PBMCs from each sample were reconstituted with wash buffer at the concentration of 10–20 × 106 cells/ml and incubated on ice for 10 min with 5ul of Human FC block (BD Biosciences) and 5 μl of TrueStain Monocyte Blocker (Biolegend). 10–20 μl (0.1–0.2 × 106 cells) were transferred into a new tube and incubated on ice for 30 min with 5 μl of CITE-seq panels and 5 μl of Hashtag antibodies prepared as above. Cells were washed twice with wash buffer and with 2% FBS in PBS for the third wash. Samples were pooled into one tube based on cell counts, and super-loaded onto the 10× Chromium Chip G, aiming for recovery of ~20,000 cells per sample. See Supplementary Data 5 for the details of 6 pooled samples (CITE#1-CITE#6).

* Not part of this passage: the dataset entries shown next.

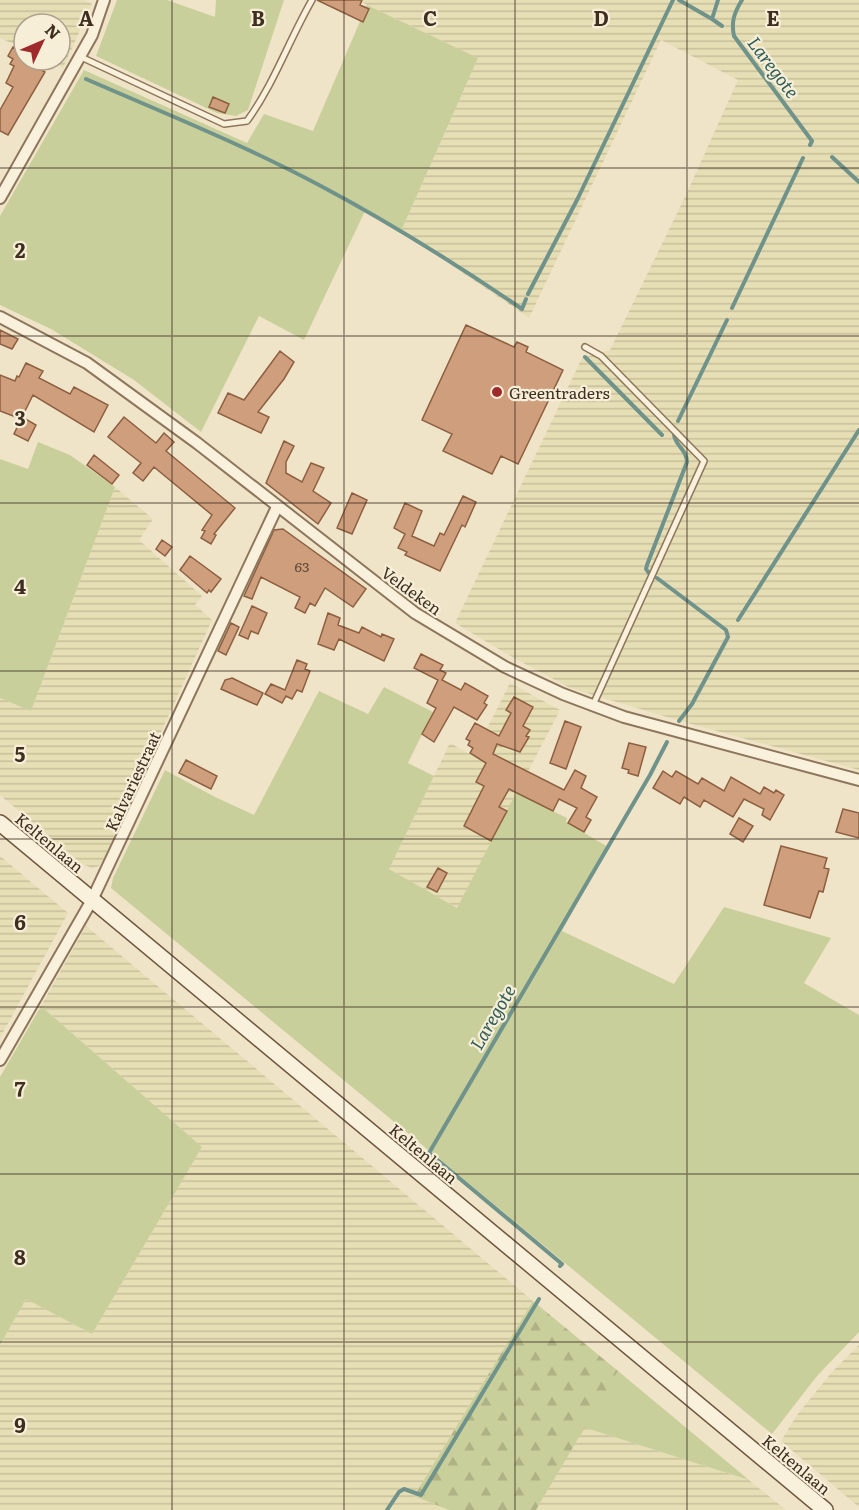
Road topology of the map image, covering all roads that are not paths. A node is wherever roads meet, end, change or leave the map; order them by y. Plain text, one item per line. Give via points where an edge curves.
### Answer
1 (104, 0) edge
2 (312, 0) edge
3 (81, 57) junction
4 (0, 198) edge
5 (0, 317) edge
6 (585, 347) dead end
7 (277, 507) junction
8 (593, 705) junction
9 (859, 780) edge
10 (0, 823) edge
11 (92, 900) junction
12 (0, 1060) edge
13 (825, 1510) edge

1 - 3 street
2 - 3 lane via 248,121 224,124
3 - 4 street
5 - 7 street, Veldeken via 87,363
6 - 8 lane via 601,356 704,461
7 - 8 street, Veldeken via 415,613 453,637 505,667
7 - 11 street, Kalvariestraat
8 - 9 street, Veldeken via 683,734
10 - 11 main road, Keltenlaan
11 - 12 street, Kalvariestraat
11 - 13 main road, Keltenlaan

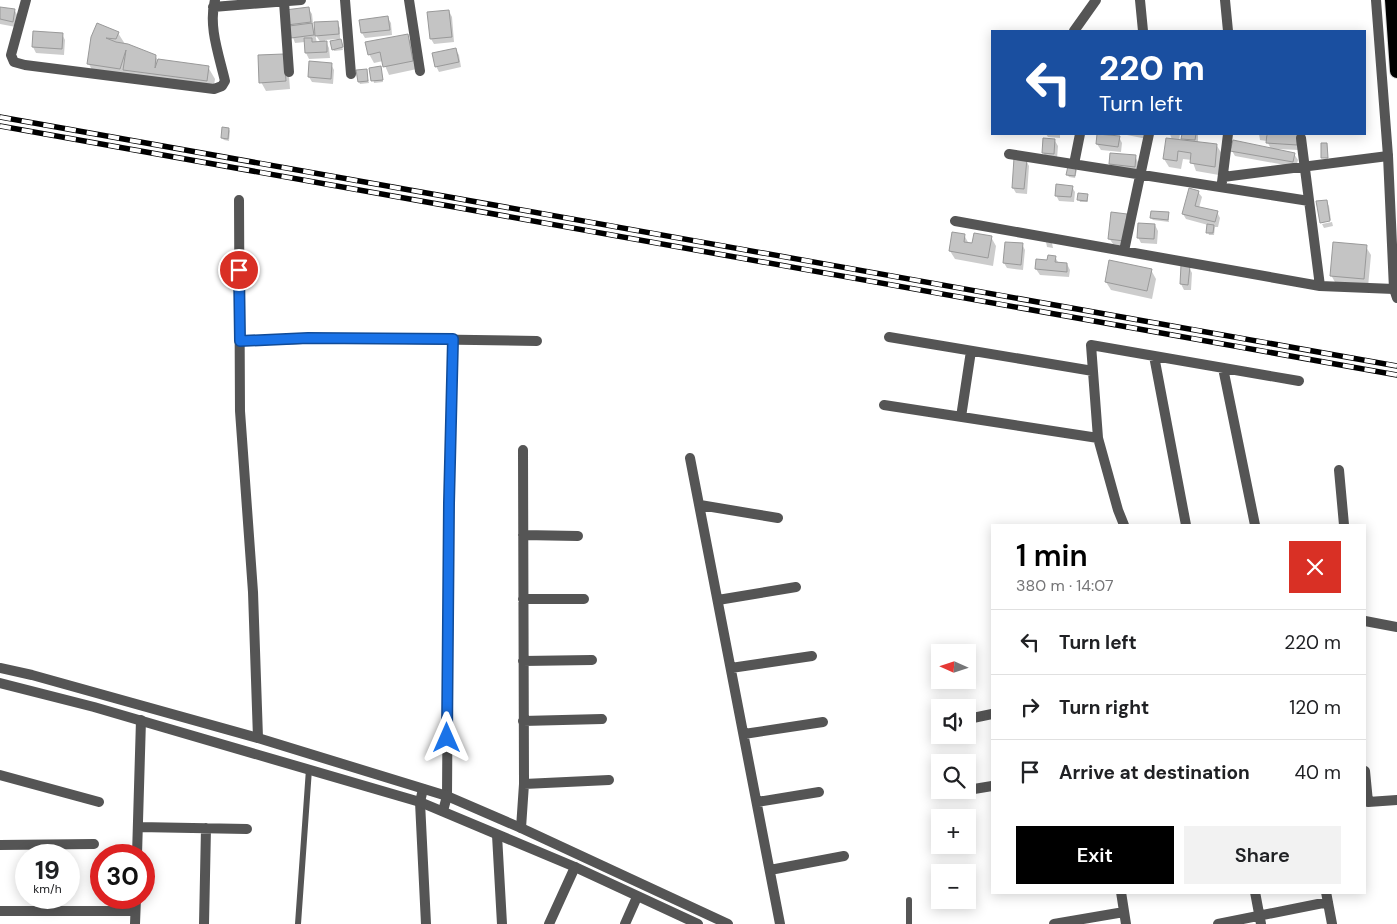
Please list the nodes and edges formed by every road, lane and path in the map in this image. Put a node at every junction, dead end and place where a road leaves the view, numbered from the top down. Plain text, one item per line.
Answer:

cDNA libraries preparation and sequencing

The loaded Chip G was placed in the 10x Chromium controller to create Gel Beads-in-emulsion (GEMs). The next steps were carried out according to the manufacturer’s user guide, including GEM-RT incubation, post-GEM-RT Dynabead cleanup, and cDNA amplification. The cDNA samples were used to construct 4 types of cDNA libraries, according to the steps outlined in the user guide: gene expression libraries, T-cell receptor libraries, B-cell receptor libraries, and cell surface protein libraries (the latter only for samples processed with CITE-seq). cDNA libraries were then sequenced on an Illumina Novaseq 6000 platform.

Flow cytometry

Freshly isolated PBMCs were incubated with FC block reagent (Biolegend) for 10 min and stained with LIVE/DEAD Fixable Aqua Dead Cell Stain kit (ThermoFisher) for 20 min at 4 °C. Following a wash, cells were then blocked with Human TruStan FCX (BioLegend) for 10 min at RT. Cocktails of the following antibodies were directly added to this mixture for 30 min at RT. BB515 anti-HLA-DR (G46-6), BV605 anti-CD3 (UCHT1), BV785 anti-CD4 (SK3), APCFire750 anti-CD8 (SK1), BV421 anti-CCR7 (G043H7), AlexaFluor 700 anti-CD45RA (HI100), PE anti-PD1 (EH12.2H7), APC anti-TIM3 (F38-2E2), BV711 anti-CD38 (HIT2), BB700 anti-CXCR5 (RF8B2), PE-Cy7 anti-CD127 (HIL-7R-M21), PE-CF594 anti-CD25 (BC96), BV711 anti-CD127 (HIL-7R-M21), BV421 anti-LAG-3 (11C3C65). Cells were washed two times with staining buffer and acquired on a BD Fortessa or Cytoflex flow cytometer. FlowJo software (Treestar) was used for analysis.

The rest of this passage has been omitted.